皆が成し遂げようとしている事や、現在の京では私達はお尋ね者だと言う事も…






吉田屋から旅籠に戻って来たのは夜中。
私は昼から発熱してしまい、また栄太さんに運んでもらう事に…玄瑞さんに包帯
を替えて貰い今に至る…




「そんなに傷は深くなかったが、傷痕は残ってしまうな…おなごなのに酷だ…。
膿がひけば熱は下がるが、暫くは動い
たらいけんぞ」
栄太の包帯を変えながら言う玄瑞。


「はい…ハアハア…ありがとうございました」


「僕がついてるから大丈夫っちゃよ」
と、栄太。

「頼んだぞ、栄太もちゃんと休め。
布団は俺が持って来るけぇ」
と、玄瑞。

「布団はいらん、一緒に寝る」
我が儘な栄太君。

「駄目だ、それでは麗美ちゃんが
ゆっくり休めんだろうが…まったく。
持って来るからな」


ースッ パタン
玄瑞は部屋を出た。


直ぐに布団を持って来た玄瑞に、
不満そうな顔をしながら布団を
受け取った栄太は、麗美の布団に
ピッタリくっつけて敷いたのだった。





「…僕のせいでごめん…こんな痛い思い
させてしまって…」
額の手拭いを替える栄太…


「…ハア…栄太さんは悪くない…
私が悪い…から。
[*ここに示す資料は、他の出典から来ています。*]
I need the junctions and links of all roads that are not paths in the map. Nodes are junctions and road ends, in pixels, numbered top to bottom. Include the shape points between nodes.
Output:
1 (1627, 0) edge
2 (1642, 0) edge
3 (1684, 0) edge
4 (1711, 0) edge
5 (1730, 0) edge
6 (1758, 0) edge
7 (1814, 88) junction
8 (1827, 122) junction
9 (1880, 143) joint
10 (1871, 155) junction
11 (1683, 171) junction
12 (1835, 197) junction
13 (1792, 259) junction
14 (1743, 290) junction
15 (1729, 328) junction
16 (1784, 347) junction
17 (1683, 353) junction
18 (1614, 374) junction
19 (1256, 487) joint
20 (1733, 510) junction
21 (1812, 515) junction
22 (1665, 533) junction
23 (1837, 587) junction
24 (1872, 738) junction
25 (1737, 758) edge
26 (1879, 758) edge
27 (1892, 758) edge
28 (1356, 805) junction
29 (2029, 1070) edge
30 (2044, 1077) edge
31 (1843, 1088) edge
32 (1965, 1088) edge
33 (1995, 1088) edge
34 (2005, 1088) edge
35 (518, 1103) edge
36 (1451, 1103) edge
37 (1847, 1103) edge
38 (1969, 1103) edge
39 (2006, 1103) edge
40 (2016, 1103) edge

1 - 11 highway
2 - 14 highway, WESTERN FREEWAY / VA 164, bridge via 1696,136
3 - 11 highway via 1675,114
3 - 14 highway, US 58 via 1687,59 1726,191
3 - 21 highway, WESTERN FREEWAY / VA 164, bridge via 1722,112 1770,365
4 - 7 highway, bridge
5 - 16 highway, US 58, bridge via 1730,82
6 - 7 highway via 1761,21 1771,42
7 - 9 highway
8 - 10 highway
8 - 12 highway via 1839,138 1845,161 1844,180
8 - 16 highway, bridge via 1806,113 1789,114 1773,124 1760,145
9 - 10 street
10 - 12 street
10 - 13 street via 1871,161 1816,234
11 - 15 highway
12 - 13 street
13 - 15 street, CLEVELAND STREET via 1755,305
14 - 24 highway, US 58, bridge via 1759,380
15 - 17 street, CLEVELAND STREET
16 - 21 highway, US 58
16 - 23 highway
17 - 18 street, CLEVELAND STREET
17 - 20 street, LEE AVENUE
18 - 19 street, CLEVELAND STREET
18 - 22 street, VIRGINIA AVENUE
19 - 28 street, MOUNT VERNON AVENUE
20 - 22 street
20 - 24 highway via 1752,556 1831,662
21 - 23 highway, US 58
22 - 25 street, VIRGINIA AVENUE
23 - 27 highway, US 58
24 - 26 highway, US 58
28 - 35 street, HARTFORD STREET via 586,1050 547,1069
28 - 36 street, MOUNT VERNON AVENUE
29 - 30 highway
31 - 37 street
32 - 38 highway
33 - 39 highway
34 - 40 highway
右腕…私のせいで
ごめんなさい…」

「僕の傷は大した事ないけぇ…
それより…これ…」

懐から何かを取り出し、麗美に差し出す…
それは、あの簪だった…


ー!!!
「この簪……」

麗美が夢で見た簪だった…


「麗美を拐った奴等の長屋に落ちちょった。これは、祇園祭の時に僕が麗美に贈った物っちゃ」
嬉しそうに言う。


「…夢で見たんです…花火も、簪も…」
夢の中の人は栄太だと確信した…

「その日から、恋仲になったんだ…」
懐かしむ様に言う栄太…

「…栄太さん…今までの思い出を…
聞きたいです…」



栄太は頷き、話始めた…
麗美と出会った時の事…麗美が未来から
来た事…皆と…自分との思い出…




話を聞きながら眠ってしまう麗美…
麗美の布団に潜り込み、隣に寄り添う栄太…


(事が終わったら…夫婦になろう…)


隣に敷いた布団は結局意味無しのまま、
栄太も眠ってしまった…





外は朝日が昇り始めていた…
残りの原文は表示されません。